When we’re using coarse permissions, like “Public Profile”, we should realize that users will only expect a subset of that data to be used and act accordingly.

So the first thing I think we can do is better defaults. For example, Apple seems to have taken this hint. Apps can now simply request data never and “when in use”. This is a pretty intuitive thing, since users are pretty poor at conceptualizing the computational models of apps. They also go a step further and show you this nice dialog when apps have been using data in the background (I’m honestly not sure how this occurs on iOS these days):

A picture showing how iOS alerts users to background location usage

This is nice because it helps the user “audit” which apps have been using their data. In our paper, we found that one concrete way to help users understand background usage on Android was to ask for permission right on startup before any other app functionality appeared. My hypothesis is that users said “well the app hasn’t done anything yet, so it must just need this all the time.” Still, I think that’s not a very good compromise: users will tend to associate that the information is only being used when the app appears to be using it. So we should really confine data access to when users can observe it happening.

Another concrete way I see this improving is better auditing tools to help users understand where their data will go. For example, I could imagine implementing a tool that goes through your various social networks and plays something like 20-questions with you: “do you know that when you change your Facebook picture your FindMeSingles apps is going to see it?” or something of the like. We’d need to do research to help understand the best examples to present, but I think this would be a cool idea since users reason well about examples and bad about very general policies.

A few research-y things I’m working on right now address this in a few ways:

Using dynamic analysis to measure when social media permissions are being used in apps.

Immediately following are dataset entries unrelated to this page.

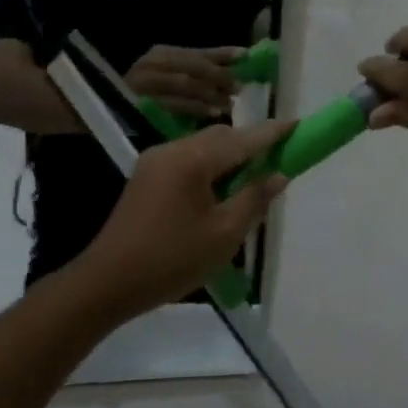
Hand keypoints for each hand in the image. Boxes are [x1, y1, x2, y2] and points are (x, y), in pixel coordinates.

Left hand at [75, 121, 289, 314]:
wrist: (108, 283)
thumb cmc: (172, 260)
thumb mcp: (224, 234)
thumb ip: (254, 198)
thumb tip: (278, 175)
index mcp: (192, 160)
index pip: (243, 139)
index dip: (273, 133)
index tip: (299, 125)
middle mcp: (171, 150)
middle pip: (221, 137)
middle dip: (251, 145)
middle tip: (279, 161)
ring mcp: (155, 162)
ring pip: (203, 148)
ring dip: (231, 158)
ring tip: (253, 181)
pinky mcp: (146, 178)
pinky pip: (188, 161)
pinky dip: (211, 168)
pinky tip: (223, 191)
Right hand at [125, 45, 244, 118]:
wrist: (109, 110)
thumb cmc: (149, 95)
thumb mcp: (174, 77)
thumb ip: (201, 71)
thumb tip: (236, 68)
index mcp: (163, 53)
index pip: (198, 52)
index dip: (223, 54)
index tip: (245, 56)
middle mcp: (153, 63)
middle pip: (193, 66)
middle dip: (219, 76)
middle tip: (239, 87)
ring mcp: (145, 82)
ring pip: (184, 83)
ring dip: (210, 94)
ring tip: (229, 103)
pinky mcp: (141, 103)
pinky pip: (173, 104)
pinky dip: (195, 108)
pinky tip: (212, 114)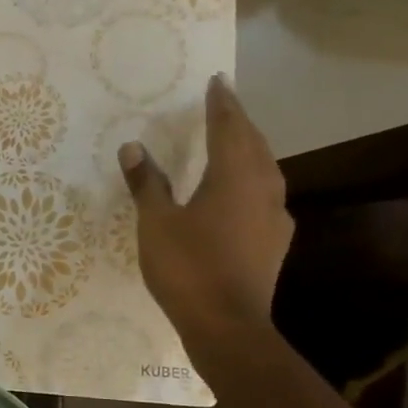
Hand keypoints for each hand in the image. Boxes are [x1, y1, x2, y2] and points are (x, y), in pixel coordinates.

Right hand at [121, 75, 292, 333]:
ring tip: (234, 141)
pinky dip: (252, 179)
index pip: (229, 128)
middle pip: (254, 144)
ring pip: (266, 169)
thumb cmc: (188, 267)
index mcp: (234, 177)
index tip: (217, 81)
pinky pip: (266, 194)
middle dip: (238, 122)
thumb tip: (133, 147)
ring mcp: (274, 217)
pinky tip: (243, 192)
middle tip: (224, 104)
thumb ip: (146, 183)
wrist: (227, 325)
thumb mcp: (156, 223)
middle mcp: (262, 189)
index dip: (222, 103)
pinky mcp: (275, 241)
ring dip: (249, 149)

We’re in the early stages of this (still scraping apps from Google Play, let me know if you know of a better way / a good way to get a bunch of apps!), but I think this will provide some good ground truth on how apps are using these social media permissions. Of course, there are limitations here. For example, apps could pair with a web service to do the dirty work, but I think this is a good first step.
Log-guided program analysis that helps analysts understand why apps use permissions. Our tools use relatively cheap tricks to enable (unsound) program analyses to scale to very large apps (Bumble, Tinder, Slack) and precisely explain why permissions are used. We do this by using logs from those programs to guide the analysis.
Analysis-based support for lowering the performance overhead of dynamic information-flow analyses. Since many web systems are written using dynamic languages (e.g., Python), I’m excited about the possibilities of using off-the-shelf tools (like Jeeves) to specify information-flow policies that connect up to the GUI in a principled way (similar to what I did in my ESORICS ‘15 paper). The problem with these systems is that they do induce some runtime overhead, but we’re hoping to eliminate much of that by using intelligent program analysis techniques.

Longer-term, I’m interested in driving my research to understand how users conceptualize these permissions. What does that say about how we can visualize and enforce them? I’m specifically interested in cross-app policies: where the data goes from the camera app on your phone, to Instagram, to your friend’s parents after your friend clicks “like” on the image (and their parents then see it in their feed). These decisions are nuanced, and seem especially hard to explain to users. But as we have more and more apps, I think getting a handle on these things will be essential. And once we do that, we can (hopefully) start using cool language-based techniques to help enforce these policies!